#### WHAT IS NEEDED
Only an exact repetition of the entries counts as an answer.
**** EXTRACTED DATA ****
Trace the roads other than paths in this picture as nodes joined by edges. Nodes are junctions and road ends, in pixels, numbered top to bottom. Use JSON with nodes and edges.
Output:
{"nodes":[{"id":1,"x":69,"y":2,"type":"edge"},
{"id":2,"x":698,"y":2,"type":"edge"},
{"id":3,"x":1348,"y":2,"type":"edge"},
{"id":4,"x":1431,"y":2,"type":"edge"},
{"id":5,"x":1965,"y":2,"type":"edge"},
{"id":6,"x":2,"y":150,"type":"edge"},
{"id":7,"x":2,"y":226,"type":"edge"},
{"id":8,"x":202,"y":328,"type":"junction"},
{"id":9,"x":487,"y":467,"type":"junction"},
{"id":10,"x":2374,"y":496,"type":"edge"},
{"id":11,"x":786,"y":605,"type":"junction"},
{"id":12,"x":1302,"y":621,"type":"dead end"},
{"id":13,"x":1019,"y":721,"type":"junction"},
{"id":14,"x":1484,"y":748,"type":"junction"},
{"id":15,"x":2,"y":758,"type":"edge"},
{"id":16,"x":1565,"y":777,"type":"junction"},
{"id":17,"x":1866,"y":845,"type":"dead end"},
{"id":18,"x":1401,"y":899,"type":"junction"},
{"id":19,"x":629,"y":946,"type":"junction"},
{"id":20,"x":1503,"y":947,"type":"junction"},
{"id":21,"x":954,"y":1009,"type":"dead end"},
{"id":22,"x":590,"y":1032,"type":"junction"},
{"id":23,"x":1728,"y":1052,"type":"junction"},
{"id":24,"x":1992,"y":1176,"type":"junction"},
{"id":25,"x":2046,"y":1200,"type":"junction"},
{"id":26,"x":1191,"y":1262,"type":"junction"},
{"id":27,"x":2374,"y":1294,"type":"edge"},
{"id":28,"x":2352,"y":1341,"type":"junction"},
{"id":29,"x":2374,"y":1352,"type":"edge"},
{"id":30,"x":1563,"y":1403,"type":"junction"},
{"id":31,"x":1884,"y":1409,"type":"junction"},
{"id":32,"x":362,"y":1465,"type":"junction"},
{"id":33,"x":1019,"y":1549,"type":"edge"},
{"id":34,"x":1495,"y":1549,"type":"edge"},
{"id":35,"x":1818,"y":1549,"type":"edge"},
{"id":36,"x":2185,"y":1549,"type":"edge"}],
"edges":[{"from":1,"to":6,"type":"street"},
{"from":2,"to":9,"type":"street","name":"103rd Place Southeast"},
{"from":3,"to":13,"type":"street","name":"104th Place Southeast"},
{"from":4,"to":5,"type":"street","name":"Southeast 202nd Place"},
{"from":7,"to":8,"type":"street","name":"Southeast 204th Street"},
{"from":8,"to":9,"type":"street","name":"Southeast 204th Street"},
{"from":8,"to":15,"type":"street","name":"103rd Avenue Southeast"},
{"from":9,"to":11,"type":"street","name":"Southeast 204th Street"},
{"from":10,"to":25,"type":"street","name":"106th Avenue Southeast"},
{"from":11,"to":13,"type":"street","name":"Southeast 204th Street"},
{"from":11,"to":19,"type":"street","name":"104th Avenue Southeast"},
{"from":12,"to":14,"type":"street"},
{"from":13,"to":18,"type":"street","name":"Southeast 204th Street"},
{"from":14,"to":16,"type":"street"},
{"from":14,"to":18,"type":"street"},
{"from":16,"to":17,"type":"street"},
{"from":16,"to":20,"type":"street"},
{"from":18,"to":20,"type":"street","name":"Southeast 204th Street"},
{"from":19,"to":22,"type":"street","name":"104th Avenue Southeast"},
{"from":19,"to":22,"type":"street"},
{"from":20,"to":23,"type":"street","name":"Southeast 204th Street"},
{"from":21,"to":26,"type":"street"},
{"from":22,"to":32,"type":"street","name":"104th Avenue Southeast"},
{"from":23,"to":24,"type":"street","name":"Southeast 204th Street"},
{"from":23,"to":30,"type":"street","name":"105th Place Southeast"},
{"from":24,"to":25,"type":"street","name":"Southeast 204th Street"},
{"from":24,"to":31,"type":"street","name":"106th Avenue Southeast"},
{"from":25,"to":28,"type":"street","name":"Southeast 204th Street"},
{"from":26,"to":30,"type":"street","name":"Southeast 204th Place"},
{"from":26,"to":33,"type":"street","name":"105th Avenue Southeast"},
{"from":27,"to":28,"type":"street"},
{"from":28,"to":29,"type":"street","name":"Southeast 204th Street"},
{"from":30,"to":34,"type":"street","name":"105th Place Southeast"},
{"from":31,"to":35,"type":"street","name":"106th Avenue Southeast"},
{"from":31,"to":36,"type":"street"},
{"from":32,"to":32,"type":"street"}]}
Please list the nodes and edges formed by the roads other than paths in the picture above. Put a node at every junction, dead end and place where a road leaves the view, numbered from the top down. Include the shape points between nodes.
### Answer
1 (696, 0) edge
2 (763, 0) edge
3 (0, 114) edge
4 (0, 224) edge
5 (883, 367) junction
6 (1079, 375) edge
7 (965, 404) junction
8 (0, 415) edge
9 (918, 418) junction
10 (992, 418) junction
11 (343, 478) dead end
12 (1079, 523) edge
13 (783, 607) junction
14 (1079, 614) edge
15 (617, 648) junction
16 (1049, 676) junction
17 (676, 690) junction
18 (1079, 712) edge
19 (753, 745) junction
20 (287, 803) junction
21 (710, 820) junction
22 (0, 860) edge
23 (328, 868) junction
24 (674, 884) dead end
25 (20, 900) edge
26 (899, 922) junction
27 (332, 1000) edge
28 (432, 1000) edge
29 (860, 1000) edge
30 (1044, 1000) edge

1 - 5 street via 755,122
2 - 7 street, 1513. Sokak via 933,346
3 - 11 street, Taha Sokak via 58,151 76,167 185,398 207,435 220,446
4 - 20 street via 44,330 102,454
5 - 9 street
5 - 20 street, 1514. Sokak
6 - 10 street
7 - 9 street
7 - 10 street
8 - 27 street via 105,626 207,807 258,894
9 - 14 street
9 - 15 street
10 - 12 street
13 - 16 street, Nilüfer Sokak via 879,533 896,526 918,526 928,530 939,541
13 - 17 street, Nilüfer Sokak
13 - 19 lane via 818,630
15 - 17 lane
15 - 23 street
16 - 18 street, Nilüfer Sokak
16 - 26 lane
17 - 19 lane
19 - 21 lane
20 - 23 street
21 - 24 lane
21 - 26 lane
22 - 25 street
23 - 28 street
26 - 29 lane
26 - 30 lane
****
#### SOLUTION TO THIS PROBLEM
Trace the roads other than paths in this picture as nodes joined by edges. Nodes are junctions and road ends, in pixels, numbered top to bottom. Use JSON with nodes and edges.
Output:
{"nodes":[{"id":1,"x":69,"y":2,"type":"edge"},
{"id":2,"x":698,"y":2,"type":"edge"},
{"id":3,"x":1348,"y":2,"type":"edge"},
{"id":4,"x":1431,"y":2,"type":"edge"},
{"id":5,"x":1965,"y":2,"type":"edge"},
{"id":6,"x":2,"y":150,"type":"edge"},
{"id":7,"x":2,"y":226,"type":"edge"},
{"id":8,"x":202,"y":328,"type":"junction"},
{"id":9,"x":487,"y":467,"type":"junction"},
{"id":10,"x":2374,"y":496,"type":"edge"},
{"id":11,"x":786,"y":605,"type":"junction"},
{"id":12,"x":1302,"y":621,"type":"dead end"},
{"id":13,"x":1019,"y":721,"type":"junction"},
{"id":14,"x":1484,"y":748,"type":"junction"},
{"id":15,"x":2,"y":758,"type":"edge"},
{"id":16,"x":1565,"y":777,"type":"junction"},
{"id":17,"x":1866,"y":845,"type":"dead end"},
{"id":18,"x":1401,"y":899,"type":"junction"},
{"id":19,"x":629,"y":946,"type":"junction"},
{"id":20,"x":1503,"y":947,"type":"junction"},
{"id":21,"x":954,"y":1009,"type":"dead end"},
{"id":22,"x":590,"y":1032,"type":"junction"},
{"id":23,"x":1728,"y":1052,"type":"junction"},
{"id":24,"x":1992,"y":1176,"type":"junction"},
{"id":25,"x":2046,"y":1200,"type":"junction"},
{"id":26,"x":1191,"y":1262,"type":"junction"},
{"id":27,"x":2374,"y":1294,"type":"edge"},
{"id":28,"x":2352,"y":1341,"type":"junction"},
{"id":29,"x":2374,"y":1352,"type":"edge"},
{"id":30,"x":1563,"y":1403,"type":"junction"},
{"id":31,"x":1884,"y":1409,"type":"junction"},
{"id":32,"x":362,"y":1465,"type":"junction"},
{"id":33,"x":1019,"y":1549,"type":"edge"},
{"id":34,"x":1495,"y":1549,"type":"edge"},
{"id":35,"x":1818,"y":1549,"type":"edge"},
{"id":36,"x":2185,"y":1549,"type":"edge"}],
"edges":[{"from":1,"to":6,"type":"street"},
{"from":2,"to":9,"type":"street","name":"103rd Place Southeast"},
{"from":3,"to":13,"type":"street","name":"104th Place Southeast"},
{"from":4,"to":5,"type":"street","name":"Southeast 202nd Place"},
{"from":7,"to":8,"type":"street","name":"Southeast 204th Street"},
{"from":8,"to":9,"type":"street","name":"Southeast 204th Street"},
{"from":8,"to":15,"type":"street","name":"103rd Avenue Southeast"},
{"from":9,"to":11,"type":"street","name":"Southeast 204th Street"},
{"from":10,"to":25,"type":"street","name":"106th Avenue Southeast"},
{"from":11,"to":13,"type":"street","name":"Southeast 204th Street"},
{"from":11,"to":19,"type":"street","name":"104th Avenue Southeast"},
{"from":12,"to":14,"type":"street"},
{"from":13,"to":18,"type":"street","name":"Southeast 204th Street"},
{"from":14,"to":16,"type":"street"},
{"from":14,"to":18,"type":"street"},
{"from":16,"to":17,"type":"street"},
{"from":16,"to":20,"type":"street"},
{"from":18,"to":20,"type":"street","name":"Southeast 204th Street"},
{"from":19,"to":22,"type":"street","name":"104th Avenue Southeast"},
{"from":19,"to":22,"type":"street"},
{"from":20,"to":23,"type":"street","name":"Southeast 204th Street"},
{"from":21,"to":26,"type":"street"},
{"from":22,"to":32,"type":"street","name":"104th Avenue Southeast"},
{"from":23,"to":24,"type":"street","name":"Southeast 204th Street"},
{"from":23,"to":30,"type":"street","name":"105th Place Southeast"},
{"from":24,"to":25,"type":"street","name":"Southeast 204th Street"},
{"from":24,"to":31,"type":"street","name":"106th Avenue Southeast"},
{"from":25,"to":28,"type":"street","name":"Southeast 204th Street"},
{"from":26,"to":30,"type":"street","name":"Southeast 204th Place"},
{"from":26,"to":33,"type":"street","name":"105th Avenue Southeast"},
{"from":27,"to":28,"type":"street"},
{"from":28,"to":29,"type":"street","name":"Southeast 204th Street"},
{"from":30,"to":34,"type":"street","name":"105th Place Southeast"},
{"from":31,"to":35,"type":"street","name":"106th Avenue Southeast"},
{"from":31,"to":36,"type":"street"},
{"from":32,"to":32,"type":"street"}]}
Please list the nodes and edges formed by the roads other than paths in the picture above. Put a node at every junction, dead end and place where a road leaves the view, numbered from the top down. Include the shape points between nodes.
### Answer
1 (696, 0) edge
2 (763, 0) edge
3 (0, 114) edge
4 (0, 224) edge
5 (883, 367) junction
6 (1079, 375) edge
7 (965, 404) junction
8 (0, 415) edge
9 (918, 418) junction
10 (992, 418) junction
11 (343, 478) dead end
12 (1079, 523) edge
13 (783, 607) junction
14 (1079, 614) edge
15 (617, 648) junction
16 (1049, 676) junction
17 (676, 690) junction
18 (1079, 712) edge
19 (753, 745) junction
20 (287, 803) junction
21 (710, 820) junction
22 (0, 860) edge
23 (328, 868) junction
24 (674, 884) dead end
25 (20, 900) edge
26 (899, 922) junction
27 (332, 1000) edge
28 (432, 1000) edge
29 (860, 1000) edge
30 (1044, 1000) edge

1 - 5 street via 755,122
2 - 7 street, 1513. Sokak via 933,346
3 - 11 street, Taha Sokak via 58,151 76,167 185,398 207,435 220,446
4 - 20 street via 44,330 102,454
5 - 9 street
5 - 20 street, 1514. Sokak
6 - 10 street
7 - 9 street
7 - 10 street
8 - 27 street via 105,626 207,807 258,894
9 - 14 street
9 - 15 street
10 - 12 street
13 - 16 street, Nilüfer Sokak via 879,533 896,526 918,526 928,530 939,541
13 - 17 street, Nilüfer Sokak
13 - 19 lane via 818,630
15 - 17 lane
15 - 23 street
16 - 18 street, Nilüfer Sokak
16 - 26 lane
17 - 19 lane
19 - 21 lane
20 - 23 street
21 - 24 lane
21 - 26 lane
22 - 25 street
23 - 28 street
26 - 29 lane
26 - 30 lane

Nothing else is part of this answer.